Task to carry out: Return every line from the records below in which the word "overflow" is found.

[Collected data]
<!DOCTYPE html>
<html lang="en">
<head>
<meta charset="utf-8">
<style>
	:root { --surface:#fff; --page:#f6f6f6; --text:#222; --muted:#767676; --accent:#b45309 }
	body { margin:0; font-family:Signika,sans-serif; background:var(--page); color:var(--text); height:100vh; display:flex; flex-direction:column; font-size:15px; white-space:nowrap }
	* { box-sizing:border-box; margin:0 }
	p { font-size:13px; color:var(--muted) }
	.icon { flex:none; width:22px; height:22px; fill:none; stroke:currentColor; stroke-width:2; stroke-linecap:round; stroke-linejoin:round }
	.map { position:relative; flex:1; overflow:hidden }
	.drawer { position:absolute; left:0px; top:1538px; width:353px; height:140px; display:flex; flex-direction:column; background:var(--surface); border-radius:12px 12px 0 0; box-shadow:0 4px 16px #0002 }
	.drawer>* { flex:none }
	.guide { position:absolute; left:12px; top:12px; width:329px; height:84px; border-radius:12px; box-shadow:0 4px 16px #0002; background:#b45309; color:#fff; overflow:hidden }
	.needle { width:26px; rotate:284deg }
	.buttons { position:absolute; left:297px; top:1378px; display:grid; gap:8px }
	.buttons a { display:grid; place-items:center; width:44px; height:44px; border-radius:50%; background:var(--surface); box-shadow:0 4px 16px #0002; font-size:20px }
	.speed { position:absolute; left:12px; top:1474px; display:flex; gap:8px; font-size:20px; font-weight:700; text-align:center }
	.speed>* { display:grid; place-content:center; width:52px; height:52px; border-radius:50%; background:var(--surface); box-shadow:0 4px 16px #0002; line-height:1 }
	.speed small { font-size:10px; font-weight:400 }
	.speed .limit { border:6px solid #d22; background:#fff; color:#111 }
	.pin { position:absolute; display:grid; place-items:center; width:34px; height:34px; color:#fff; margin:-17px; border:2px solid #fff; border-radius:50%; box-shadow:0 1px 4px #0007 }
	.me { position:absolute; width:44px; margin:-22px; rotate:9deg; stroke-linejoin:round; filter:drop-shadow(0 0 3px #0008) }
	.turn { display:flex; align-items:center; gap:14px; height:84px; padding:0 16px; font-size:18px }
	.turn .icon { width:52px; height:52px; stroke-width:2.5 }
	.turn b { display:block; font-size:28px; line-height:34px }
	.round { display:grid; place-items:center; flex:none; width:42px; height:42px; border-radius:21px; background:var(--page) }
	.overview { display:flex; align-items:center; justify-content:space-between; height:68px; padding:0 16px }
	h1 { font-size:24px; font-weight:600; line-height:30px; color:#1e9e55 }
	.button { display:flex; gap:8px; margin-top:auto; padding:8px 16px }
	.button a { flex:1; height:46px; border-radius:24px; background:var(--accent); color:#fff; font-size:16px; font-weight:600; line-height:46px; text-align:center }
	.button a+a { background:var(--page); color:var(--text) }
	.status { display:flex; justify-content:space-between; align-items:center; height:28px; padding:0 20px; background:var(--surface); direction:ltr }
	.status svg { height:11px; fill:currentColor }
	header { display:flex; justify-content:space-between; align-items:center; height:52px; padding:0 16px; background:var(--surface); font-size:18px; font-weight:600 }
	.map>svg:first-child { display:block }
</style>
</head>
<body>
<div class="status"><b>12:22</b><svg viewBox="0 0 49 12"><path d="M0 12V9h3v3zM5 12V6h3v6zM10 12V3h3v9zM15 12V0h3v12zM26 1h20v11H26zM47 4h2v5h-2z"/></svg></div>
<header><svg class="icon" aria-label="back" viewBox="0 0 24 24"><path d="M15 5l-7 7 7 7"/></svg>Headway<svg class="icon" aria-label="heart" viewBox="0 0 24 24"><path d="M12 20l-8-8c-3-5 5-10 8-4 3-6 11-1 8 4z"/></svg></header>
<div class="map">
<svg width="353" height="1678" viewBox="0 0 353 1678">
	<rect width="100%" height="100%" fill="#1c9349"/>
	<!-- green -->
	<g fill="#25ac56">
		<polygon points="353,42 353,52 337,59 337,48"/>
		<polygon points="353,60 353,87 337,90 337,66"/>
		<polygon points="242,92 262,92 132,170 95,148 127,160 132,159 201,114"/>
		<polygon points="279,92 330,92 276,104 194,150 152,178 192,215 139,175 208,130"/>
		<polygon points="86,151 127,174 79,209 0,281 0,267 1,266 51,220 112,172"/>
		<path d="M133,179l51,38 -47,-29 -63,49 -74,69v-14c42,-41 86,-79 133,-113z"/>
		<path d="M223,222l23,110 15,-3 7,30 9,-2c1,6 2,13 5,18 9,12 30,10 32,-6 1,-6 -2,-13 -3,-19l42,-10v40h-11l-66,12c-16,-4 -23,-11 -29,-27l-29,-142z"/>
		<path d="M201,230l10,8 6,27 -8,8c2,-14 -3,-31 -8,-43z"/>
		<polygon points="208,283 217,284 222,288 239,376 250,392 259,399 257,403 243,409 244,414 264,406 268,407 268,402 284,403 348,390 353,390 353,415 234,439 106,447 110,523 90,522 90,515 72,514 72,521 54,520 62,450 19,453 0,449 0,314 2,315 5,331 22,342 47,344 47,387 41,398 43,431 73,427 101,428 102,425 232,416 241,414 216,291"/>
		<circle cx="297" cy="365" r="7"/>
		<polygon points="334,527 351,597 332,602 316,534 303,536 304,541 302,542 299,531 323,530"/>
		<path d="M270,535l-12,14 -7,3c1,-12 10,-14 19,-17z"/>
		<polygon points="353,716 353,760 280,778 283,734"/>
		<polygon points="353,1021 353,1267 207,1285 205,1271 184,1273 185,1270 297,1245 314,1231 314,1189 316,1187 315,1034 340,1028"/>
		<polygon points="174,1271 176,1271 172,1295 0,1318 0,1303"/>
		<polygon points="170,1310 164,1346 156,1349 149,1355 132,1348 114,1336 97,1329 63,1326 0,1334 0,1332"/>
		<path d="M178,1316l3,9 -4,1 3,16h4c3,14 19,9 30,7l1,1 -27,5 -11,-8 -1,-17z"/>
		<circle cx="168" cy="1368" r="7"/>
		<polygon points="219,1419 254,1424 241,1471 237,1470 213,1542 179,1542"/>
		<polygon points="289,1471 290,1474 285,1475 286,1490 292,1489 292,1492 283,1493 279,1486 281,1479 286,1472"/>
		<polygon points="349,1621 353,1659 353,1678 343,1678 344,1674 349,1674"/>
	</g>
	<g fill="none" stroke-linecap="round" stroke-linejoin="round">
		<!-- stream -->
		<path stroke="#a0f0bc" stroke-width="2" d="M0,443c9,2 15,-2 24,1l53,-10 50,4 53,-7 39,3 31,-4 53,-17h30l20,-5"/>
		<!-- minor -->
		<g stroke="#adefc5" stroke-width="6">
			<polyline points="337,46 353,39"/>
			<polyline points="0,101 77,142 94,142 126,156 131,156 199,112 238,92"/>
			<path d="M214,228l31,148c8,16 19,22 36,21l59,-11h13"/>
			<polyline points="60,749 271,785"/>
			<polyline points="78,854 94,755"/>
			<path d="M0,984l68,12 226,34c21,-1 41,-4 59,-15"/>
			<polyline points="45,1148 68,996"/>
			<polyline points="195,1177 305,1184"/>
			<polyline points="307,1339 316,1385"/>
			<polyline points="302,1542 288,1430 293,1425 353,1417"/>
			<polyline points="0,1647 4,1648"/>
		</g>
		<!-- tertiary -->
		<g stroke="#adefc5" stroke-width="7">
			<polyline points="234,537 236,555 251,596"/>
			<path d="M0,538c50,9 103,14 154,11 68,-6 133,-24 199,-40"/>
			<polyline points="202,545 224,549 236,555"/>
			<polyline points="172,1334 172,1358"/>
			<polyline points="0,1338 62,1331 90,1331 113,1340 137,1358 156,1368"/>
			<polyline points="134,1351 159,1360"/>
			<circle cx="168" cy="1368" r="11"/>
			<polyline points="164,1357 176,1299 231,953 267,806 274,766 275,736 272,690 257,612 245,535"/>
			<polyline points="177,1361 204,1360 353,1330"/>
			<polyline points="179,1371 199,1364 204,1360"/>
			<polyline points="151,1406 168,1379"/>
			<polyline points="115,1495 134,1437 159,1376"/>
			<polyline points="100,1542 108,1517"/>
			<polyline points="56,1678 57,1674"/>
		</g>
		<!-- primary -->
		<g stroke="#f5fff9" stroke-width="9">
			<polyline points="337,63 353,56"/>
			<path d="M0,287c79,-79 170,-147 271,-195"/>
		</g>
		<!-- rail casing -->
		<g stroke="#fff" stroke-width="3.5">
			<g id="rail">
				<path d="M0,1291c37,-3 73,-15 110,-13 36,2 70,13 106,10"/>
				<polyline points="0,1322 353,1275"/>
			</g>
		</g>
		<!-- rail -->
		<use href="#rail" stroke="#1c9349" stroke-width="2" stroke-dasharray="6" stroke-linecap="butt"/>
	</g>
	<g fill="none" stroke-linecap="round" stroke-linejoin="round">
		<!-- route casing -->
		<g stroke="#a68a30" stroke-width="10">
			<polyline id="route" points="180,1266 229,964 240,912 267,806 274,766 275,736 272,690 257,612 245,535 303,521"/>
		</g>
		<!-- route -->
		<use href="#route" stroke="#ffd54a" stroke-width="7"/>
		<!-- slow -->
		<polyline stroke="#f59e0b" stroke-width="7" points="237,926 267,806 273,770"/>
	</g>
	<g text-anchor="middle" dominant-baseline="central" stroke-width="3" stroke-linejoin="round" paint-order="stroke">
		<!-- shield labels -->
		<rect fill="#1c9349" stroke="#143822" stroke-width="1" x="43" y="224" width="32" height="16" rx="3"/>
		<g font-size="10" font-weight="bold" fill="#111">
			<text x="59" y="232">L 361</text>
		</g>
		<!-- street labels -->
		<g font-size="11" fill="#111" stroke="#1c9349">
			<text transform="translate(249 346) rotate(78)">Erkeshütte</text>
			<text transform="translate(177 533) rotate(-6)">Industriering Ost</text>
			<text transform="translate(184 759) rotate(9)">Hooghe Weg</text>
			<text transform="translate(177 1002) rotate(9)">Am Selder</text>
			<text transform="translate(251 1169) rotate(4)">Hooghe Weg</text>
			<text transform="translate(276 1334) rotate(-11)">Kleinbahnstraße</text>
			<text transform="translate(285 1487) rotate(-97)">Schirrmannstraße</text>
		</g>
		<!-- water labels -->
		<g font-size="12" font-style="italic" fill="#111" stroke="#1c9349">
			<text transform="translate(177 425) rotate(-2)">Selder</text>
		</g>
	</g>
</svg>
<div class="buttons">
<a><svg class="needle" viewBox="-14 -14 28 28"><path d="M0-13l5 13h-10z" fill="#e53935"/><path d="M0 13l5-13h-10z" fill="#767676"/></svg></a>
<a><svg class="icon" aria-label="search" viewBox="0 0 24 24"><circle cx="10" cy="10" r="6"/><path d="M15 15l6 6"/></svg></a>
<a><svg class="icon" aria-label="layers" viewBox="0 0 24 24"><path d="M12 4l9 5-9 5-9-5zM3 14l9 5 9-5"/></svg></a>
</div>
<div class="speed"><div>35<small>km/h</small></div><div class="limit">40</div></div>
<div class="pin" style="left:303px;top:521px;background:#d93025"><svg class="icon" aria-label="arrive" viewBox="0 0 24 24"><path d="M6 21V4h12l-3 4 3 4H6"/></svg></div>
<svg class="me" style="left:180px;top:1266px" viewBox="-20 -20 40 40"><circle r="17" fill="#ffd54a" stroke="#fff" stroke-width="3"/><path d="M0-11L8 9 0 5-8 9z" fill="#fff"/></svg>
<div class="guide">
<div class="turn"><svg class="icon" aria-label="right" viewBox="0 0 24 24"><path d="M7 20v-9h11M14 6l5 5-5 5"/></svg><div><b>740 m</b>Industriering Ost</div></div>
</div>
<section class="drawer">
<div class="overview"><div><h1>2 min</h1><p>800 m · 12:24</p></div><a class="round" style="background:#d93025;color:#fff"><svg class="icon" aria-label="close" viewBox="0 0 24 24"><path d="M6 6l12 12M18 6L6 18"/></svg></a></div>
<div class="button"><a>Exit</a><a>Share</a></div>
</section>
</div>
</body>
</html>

Problem solution:
	.map { position:relative; flex:1; overflow:hidden }
	.guide { position:absolute; left:12px; top:12px; width:329px; height:84px; border-radius:12px; box-shadow:0 4px 16px #0002; background:#b45309; color:#fff; overflow:hidden }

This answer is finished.